Trilegal
- No. of offices: 9
- No. of lawyers: 1300+
- Major practice areas: Full Service Law Firm
- Date founded: 2000
- Company type: Partnership
- Website: www.trilegal.com

= Trilegal =

Law firm based in India

Trilegal is a law firm based in India. The firm advises a diverse set of clients, including Fortune 500 companies, global investment funds, major Indian conglomerates, domestic and international banks, technology and media giants, family offices, and high-net-worth individuals. With more than 150 partners operating under a distinctive lockstep model, Trilegal is the largest equity partnership in the country. It has over 1300 lawyers across 9 offices in Delhi, Gurugram, Mumbai, Pune, Chennai, and Bengaluru. The firm provides services in areas of real estate, infrastructure, energy, technology and IT enabled services, M&A, capital markets, private equity, capital funds, corporate and commercial disputes, intellectual property, competition law and banking.

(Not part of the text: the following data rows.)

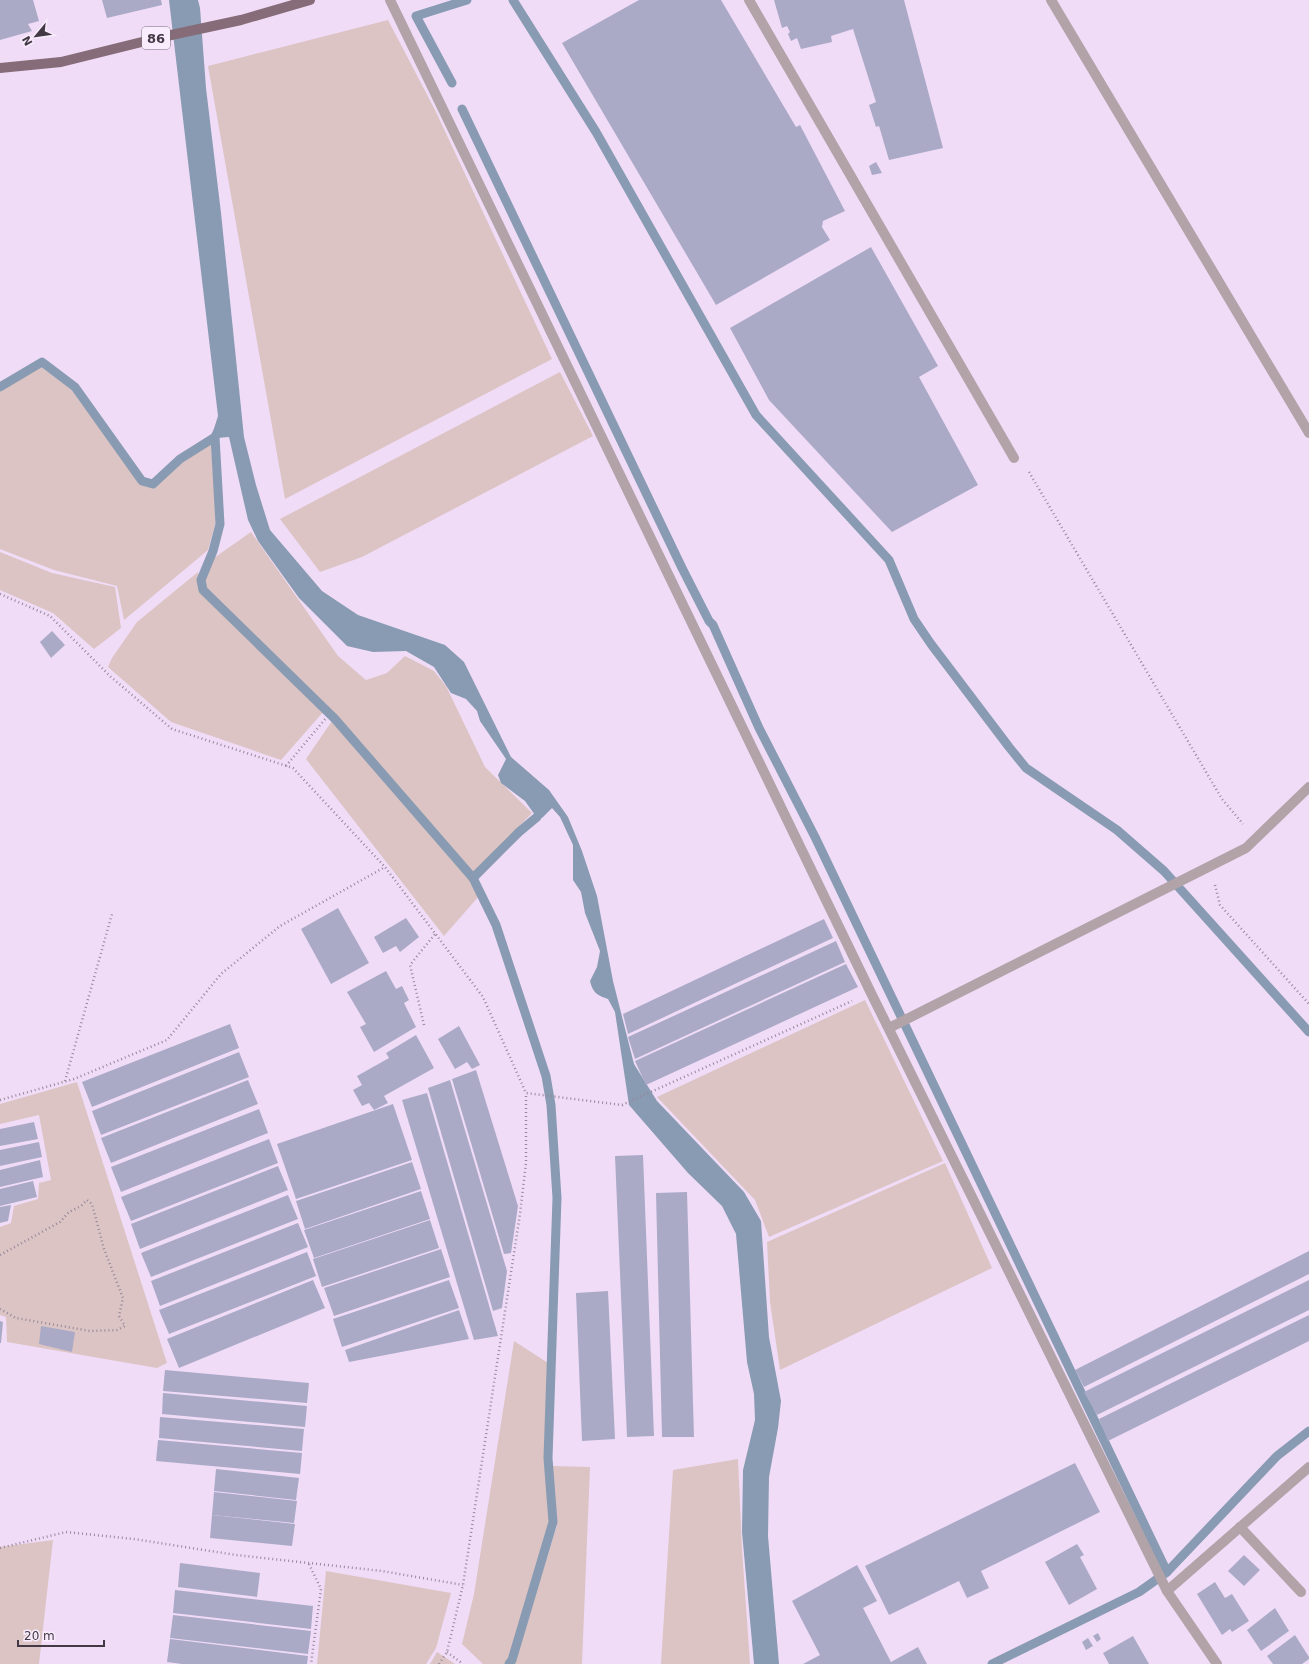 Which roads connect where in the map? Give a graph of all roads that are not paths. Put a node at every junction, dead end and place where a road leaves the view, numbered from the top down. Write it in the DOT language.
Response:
graph roads {
  1 [pos="310,0"];
  2 [pos="390,0"];
  3 [pos="749,0"];
  4 [pos="1051,0"];
  5 [pos="0,68"];
  6 [pos="1309,433"];
  7 [pos="1014,458"];
  8 [pos="1309,787"];
  9 [pos="889,1028"];
  10 [pos="1309,1467"];
  11 [pos="1240,1527"];
  12 [pos="1167,1590"];
  13 [pos="1301,1592"];
  14 [pos="1217,1664"];
  1 -- 5 [label="main road, 86"];
  2 -- 9 [label="street"];
  3 -- 7 [label="street"];
  4 -- 6 [label="street"];
  8 -- 9 [label="street"];
  9 -- 12 [label="street"];
  10 -- 11 [label="street"];
  11 -- 12 [label="street"];
  11 -- 13 [label="street"];
  12 -- 14 [label="street"];
}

In the year 2007, Trilegal along with Linklaters advised Vodafone in relation to its multi-billion dollar ($11.1 billion) acquisition of a 67% stake in Hutchison Essar Ltd., a leading telecom company in India which is still one of the biggest M&A transactions in India.

In early 2008, Trilegal announced that it had entered into a non-financial relationship with Allen & Overy entailing client referrals, training, consultation and joint marketing in India, which was terminated in 2012.

In September 2024, Trilegal and S&R Associates advised PN Gadgil Jewellers on its initial public offering (IPO) valued at INR 11 billion (approximately USD 132.8 million).